Munemasa Takahashi, Tsunami, Photographs, and Then: Lost & Found Project (Tokyo: Akaaka, 2014). The Lost & Found Project was undertaken by volunteers recruited by a Japanese university. The volunteers cleaned and scanned family photographs recovered from the wreckage for the purpose of returning them to their owners. Photographs too heavily damaged for repair became the focus of an exhibition by Munemasa Takahashi to raise funds for tsunami survivors.

Yoshikatsu Fujii, Red String (Tokyo: Yoshikatsu Fujii, 2014). The title refers to a Japanese legend in which two lovers were born with their fingers tied to each other’s with red string. This volume consists of two separate but related books documenting, with family photos, text, and photographs, the lives of the author’s parents and the dissolution of their marriage. The two books can be flipped through either separately or as a whole.

Yuji Hamada, Photographs (Tokyo: Lemon Books, 2014). The photographer attached a hose to his car’s exhaust and then photographed sunny, early-morning views through the resulting haze.
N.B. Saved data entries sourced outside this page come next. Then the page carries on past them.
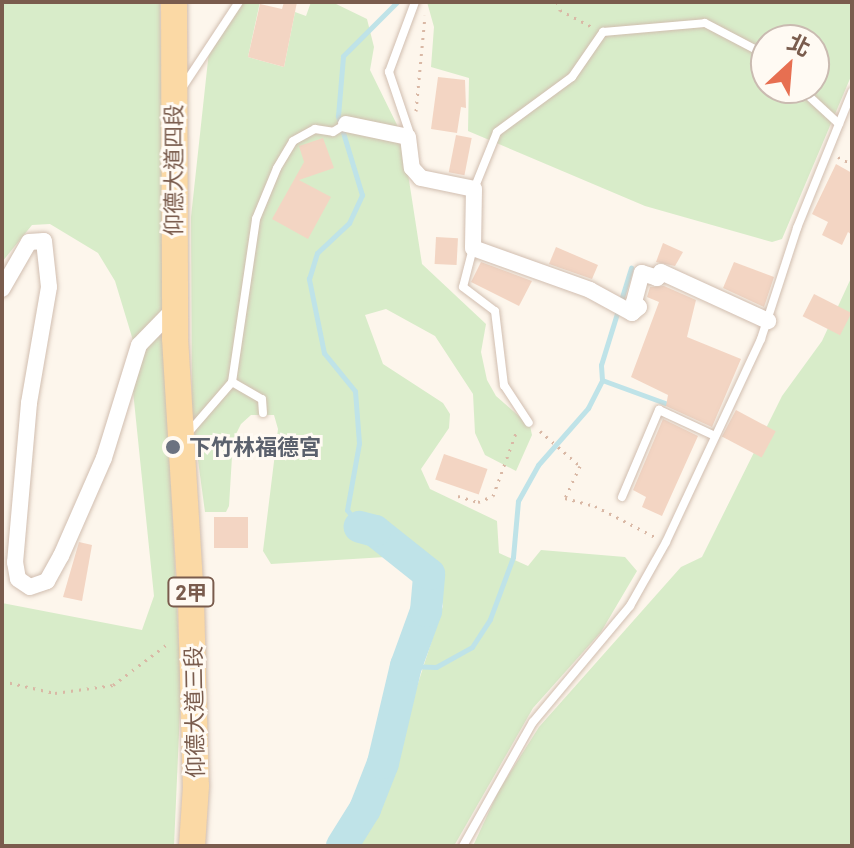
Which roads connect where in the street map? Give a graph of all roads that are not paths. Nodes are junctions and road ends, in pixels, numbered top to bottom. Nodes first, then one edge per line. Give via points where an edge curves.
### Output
1 (174, 2) edge
2 (239, 2) edge
3 (418, 4) edge
4 (750, 47) edge
5 (852, 92) edge
6 (172, 103) junction
7 (817, 104) edge
8 (839, 124) junction
9 (340, 128) joint
10 (412, 168) junction
11 (474, 189) junction
12 (473, 248) junction
13 (2, 289) edge
14 (175, 308) junction
15 (768, 321) junction
16 (175, 338) joint
17 (232, 382) junction
18 (263, 413) dead end
19 (529, 423) road end
20 (715, 436) junction
21 (183, 439) junction
22 (622, 497) dead end
23 (192, 846) edge
24 (463, 846) edge

1 - 6 main road, 仰德大道四段 / 2甲
2 - 6 lane
3 - 10 lane via 389,72 410,135
4 - 11 lane via 705,23 603,32 572,77 497,132
5 - 8 lane
6 - 14 main road, 仰德大道四段 / 2甲
7 - 8 lane
8 - 15 lane via 797,228
9 - 10 street via 408,137
9 - 17 lane via 315,129 293,141 256,219
10 - 11 street via 421,178
11 - 12 street
12 - 15 street via 590,290 632,313 639,307 634,302 642,273 657,278 661,272
12 - 19 lane via 463,287 495,311 504,385
13 - 14 street via 29,242 44,241 49,287 29,403 15,562 18,579 30,587 47,581 61,556 104,458 139,345
14 - 16 main road, 仰德大道四段 / 2甲
15 - 20 lane
16 - 21 main road, 仰德大道三段 / 2甲
17 - 18 lane via 262,399
17 - 21 lane
20 - 22 lane via 659,410
20 - 24 lane via 630,606 533,722
21 - 23 main road, 仰德大道三段 / 2甲 via 196,786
Kazuma Obara, Silent Histories (Kyoto: Kazuma Obara, 2014). The lives of six of the hundreds of thousands Japanese injured by U.S. bombing during World War II are documented through their personal archives and snapshots, class photos, and views of Japanese cities in 1945 and today and recent photographs of each of the six subjects. Interspersed are replicas of government-issued disability cards and wartime magazines.
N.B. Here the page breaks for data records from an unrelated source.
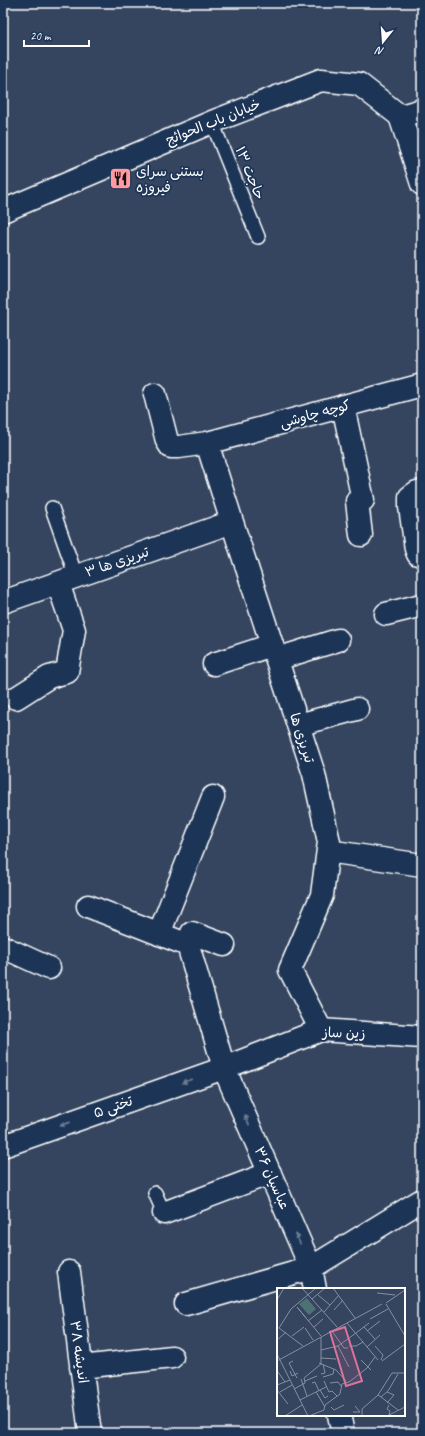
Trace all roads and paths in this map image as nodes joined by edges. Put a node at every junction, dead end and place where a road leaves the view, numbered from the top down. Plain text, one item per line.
1 (422, 110) edge
2 (400, 116) junction
3 (212, 122) junction
4 (422, 184) edge
5 (3, 211) edge
6 (258, 237) dead end
7 (422, 385) edge
8 (155, 394) dead end
9 (343, 406) junction
10 (208, 443) junction
11 (422, 491) edge
12 (52, 508) dead end
13 (232, 522) junction
14 (361, 536) dead end
15 (419, 552) edge
16 (67, 580) junction
17 (3, 602) edge
18 (422, 605) edge
19 (386, 614) dead end
20 (338, 640) dead end
21 (274, 652) junction
22 (214, 664) dead end
23 (16, 698) dead end
24 (357, 709) dead end
25 (298, 725) junction
26 (213, 797) dead end
27 (328, 851) junction
28 (422, 865) edge
29 (88, 906) dead end
30 (159, 934) junction
31 (188, 945) junction
32 (224, 945) dead end
33 (3, 947) edge
34 (49, 968) dead end
35 (321, 1030) junction
36 (422, 1037) edge
37 (224, 1068) junction
38 (3, 1146) edge
39 (270, 1173) junction
40 (155, 1193) dead end
41 (422, 1200) edge
42 (164, 1213) joint
43 (69, 1272) dead end
44 (313, 1279) edge
45 (186, 1304) dead end
46 (172, 1357) dead end
47 (81, 1367) junction
48 (339, 1416) edge
49 (90, 1433) edge
50 (343, 1433) edge

1 - 2 street
2 - 3 street, خیابان باب الحوائج
2 - 4 street
3 - 5 street, خیابان باب الحوائج
3 - 6 lane, حاجت ۱۳
7 - 9 street, کوچه چاوشی
8 - 10 street, کوچه چاوشی
9 - 10 street, کوچه چاوشی
9 - 14 street
10 - 13 street, تبریزی ها
11 - 15 street
12 - 16 lane
13 - 16 street, تبریزی ها ۳
13 - 21 street, تبریزی ها
16 - 17 street, تبریزی ها ۳
16 - 23 street
18 - 19 street
20 - 21 street
21 - 22 street
21 - 25 street, تبریزی ها
24 - 25 street
25 - 27 street, تبریزی ها
26 - 30 street
27 - 28 street
27 - 35 street, تبریزی ها
29 - 30 street
30 - 31 street
31 - 32 street
31 - 37 street, عباسیان ۳۶
33 - 34 street
35 - 36 street, زین ساز
35 - 37 street, زین ساز
37 -> 38 street, تختی ۵
39 -> 37 street, عباسیان ۳۶
39 - 42 street
44 -> 39 street, عباسیان ۳۶
40 - 42 lane
41 - 44 street
43 - 47 street, اندیشه ۳۸
44 - 45 street
46 - 47 street
47 - 49 street, اندیشه ۳۸
48 - 50 street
Daisuke Yokota 横田大輔, Vertigo (Tokyo: Newfave, 2014), 96 p. Working with analogue photographic materials, the photographer prints from negatives built up with dust, scratches, stray emulsion, and flash images of nudes, clouds, and nighttime landscapes. Some are printed as gate-fold panoramas.
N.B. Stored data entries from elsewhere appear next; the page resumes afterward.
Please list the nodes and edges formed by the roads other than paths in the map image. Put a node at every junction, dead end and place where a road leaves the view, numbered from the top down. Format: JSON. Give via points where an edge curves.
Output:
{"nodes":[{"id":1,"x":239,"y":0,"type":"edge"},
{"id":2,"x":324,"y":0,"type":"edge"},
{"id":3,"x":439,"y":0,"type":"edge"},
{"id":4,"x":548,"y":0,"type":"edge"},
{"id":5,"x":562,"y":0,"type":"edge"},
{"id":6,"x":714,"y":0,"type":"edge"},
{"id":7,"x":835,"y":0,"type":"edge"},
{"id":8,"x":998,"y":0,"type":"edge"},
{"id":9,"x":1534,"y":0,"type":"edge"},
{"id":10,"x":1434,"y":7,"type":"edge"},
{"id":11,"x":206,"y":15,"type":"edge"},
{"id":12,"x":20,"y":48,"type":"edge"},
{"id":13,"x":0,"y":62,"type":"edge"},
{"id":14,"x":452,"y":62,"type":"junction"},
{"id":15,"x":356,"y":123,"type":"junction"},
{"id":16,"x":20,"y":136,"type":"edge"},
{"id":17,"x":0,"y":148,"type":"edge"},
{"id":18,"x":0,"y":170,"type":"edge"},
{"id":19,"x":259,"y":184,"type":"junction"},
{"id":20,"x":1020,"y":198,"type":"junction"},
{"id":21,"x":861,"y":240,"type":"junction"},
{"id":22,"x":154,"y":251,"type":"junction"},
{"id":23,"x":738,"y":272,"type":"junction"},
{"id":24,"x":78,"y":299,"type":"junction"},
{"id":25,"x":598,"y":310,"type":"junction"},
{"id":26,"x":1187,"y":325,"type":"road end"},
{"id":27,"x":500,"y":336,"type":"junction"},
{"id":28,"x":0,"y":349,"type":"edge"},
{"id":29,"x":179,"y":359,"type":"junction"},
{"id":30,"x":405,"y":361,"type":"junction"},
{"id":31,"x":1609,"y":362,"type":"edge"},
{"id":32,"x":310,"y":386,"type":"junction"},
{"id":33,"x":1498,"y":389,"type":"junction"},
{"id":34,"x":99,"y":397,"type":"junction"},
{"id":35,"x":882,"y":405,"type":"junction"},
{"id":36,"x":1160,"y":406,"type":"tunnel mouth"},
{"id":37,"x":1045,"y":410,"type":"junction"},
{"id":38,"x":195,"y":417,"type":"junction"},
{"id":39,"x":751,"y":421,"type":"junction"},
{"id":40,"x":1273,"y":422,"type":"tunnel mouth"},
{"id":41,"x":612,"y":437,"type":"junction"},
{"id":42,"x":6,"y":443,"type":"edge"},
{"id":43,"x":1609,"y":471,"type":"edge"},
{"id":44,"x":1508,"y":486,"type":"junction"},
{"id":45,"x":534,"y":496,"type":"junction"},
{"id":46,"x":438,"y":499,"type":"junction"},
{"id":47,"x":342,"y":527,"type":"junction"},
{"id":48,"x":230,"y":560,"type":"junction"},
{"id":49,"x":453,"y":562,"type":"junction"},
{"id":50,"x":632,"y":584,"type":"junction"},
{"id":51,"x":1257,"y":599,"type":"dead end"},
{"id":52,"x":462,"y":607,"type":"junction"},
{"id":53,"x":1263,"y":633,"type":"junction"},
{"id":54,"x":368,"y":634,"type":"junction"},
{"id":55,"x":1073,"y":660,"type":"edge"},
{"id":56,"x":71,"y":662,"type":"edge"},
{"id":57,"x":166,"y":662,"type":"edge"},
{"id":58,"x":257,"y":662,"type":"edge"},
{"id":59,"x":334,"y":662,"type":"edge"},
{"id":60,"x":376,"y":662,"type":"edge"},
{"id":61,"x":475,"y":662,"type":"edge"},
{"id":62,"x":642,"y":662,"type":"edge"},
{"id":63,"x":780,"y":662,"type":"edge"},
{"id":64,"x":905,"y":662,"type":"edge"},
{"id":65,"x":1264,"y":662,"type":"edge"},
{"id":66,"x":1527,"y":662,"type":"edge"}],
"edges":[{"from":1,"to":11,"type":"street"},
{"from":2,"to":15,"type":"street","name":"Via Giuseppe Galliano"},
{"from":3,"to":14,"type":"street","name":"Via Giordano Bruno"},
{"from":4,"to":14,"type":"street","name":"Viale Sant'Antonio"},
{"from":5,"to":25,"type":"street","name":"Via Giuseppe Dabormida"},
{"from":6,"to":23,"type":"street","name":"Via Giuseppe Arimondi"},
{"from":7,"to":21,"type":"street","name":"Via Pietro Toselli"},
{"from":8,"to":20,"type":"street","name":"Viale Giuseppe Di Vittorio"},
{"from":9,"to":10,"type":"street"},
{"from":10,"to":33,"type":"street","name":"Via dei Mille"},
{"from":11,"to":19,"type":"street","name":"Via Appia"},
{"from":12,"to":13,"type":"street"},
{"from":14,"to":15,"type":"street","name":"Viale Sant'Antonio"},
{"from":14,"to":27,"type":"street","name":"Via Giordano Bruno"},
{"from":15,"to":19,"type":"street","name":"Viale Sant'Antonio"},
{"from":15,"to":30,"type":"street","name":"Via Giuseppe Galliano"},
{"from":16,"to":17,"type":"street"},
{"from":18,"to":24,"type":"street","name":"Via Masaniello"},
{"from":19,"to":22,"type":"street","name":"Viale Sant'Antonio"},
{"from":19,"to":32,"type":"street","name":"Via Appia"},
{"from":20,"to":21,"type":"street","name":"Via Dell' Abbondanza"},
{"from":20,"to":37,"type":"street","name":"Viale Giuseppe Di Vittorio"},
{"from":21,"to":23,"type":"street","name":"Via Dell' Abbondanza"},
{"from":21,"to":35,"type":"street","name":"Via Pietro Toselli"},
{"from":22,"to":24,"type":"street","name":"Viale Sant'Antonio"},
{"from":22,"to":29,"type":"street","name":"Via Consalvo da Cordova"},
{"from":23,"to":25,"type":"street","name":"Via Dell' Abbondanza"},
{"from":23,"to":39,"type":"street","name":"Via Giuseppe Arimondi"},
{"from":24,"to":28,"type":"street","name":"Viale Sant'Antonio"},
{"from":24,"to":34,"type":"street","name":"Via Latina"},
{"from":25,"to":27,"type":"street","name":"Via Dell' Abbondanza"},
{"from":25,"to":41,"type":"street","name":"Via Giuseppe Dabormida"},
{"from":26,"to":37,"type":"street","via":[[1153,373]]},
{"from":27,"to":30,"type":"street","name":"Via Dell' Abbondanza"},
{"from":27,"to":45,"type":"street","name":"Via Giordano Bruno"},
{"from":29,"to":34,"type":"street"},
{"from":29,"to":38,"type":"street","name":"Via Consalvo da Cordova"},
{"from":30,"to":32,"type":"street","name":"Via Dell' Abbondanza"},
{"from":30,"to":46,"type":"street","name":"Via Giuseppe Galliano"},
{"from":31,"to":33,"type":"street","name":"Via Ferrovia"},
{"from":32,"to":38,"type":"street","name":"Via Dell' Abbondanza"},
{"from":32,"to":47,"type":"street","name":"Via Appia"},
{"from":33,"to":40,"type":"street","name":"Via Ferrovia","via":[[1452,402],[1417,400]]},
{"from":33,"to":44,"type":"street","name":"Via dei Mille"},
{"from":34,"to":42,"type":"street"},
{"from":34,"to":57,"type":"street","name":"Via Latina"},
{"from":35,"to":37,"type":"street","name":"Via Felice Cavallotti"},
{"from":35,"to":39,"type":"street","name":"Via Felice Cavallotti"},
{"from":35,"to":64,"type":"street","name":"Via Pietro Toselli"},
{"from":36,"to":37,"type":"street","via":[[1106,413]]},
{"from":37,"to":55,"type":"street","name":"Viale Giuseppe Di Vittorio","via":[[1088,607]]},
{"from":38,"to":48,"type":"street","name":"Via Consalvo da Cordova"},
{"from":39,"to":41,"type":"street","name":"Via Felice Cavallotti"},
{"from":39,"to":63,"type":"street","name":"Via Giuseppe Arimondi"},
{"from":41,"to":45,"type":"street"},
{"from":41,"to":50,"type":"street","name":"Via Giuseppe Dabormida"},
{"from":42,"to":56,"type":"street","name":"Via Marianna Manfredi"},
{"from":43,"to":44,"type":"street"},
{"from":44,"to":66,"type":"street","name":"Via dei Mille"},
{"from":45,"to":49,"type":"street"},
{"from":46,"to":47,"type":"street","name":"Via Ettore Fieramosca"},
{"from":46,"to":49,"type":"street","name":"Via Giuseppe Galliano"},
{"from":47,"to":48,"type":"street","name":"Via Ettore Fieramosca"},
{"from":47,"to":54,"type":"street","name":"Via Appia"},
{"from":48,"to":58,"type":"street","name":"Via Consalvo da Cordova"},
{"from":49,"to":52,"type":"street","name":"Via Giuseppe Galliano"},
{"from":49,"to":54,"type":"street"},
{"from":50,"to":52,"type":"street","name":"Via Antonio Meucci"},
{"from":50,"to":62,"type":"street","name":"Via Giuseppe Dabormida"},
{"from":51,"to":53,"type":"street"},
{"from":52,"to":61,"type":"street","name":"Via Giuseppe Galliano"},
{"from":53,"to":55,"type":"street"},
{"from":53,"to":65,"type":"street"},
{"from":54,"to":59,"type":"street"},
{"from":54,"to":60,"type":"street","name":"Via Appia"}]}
Daisuke Yokota 横田大輔 , Toransupearento (Tokyo: Newfave, 2014). The photos in this ring-bound book are all printed on transparent paper alternating with white paper and colored vinyl pages.

Matsue Taiji 松江泰治 , jp0205 (Tokyo: Seigensha, 2013), 122 p. The title refers to the Japanese prefectures Aomori, designated “02,” and Akita, designated “05.” The photographs were made from a helicopter. This is two books in one, the English-language version opening left to right and the Japanese-language version opening right to left.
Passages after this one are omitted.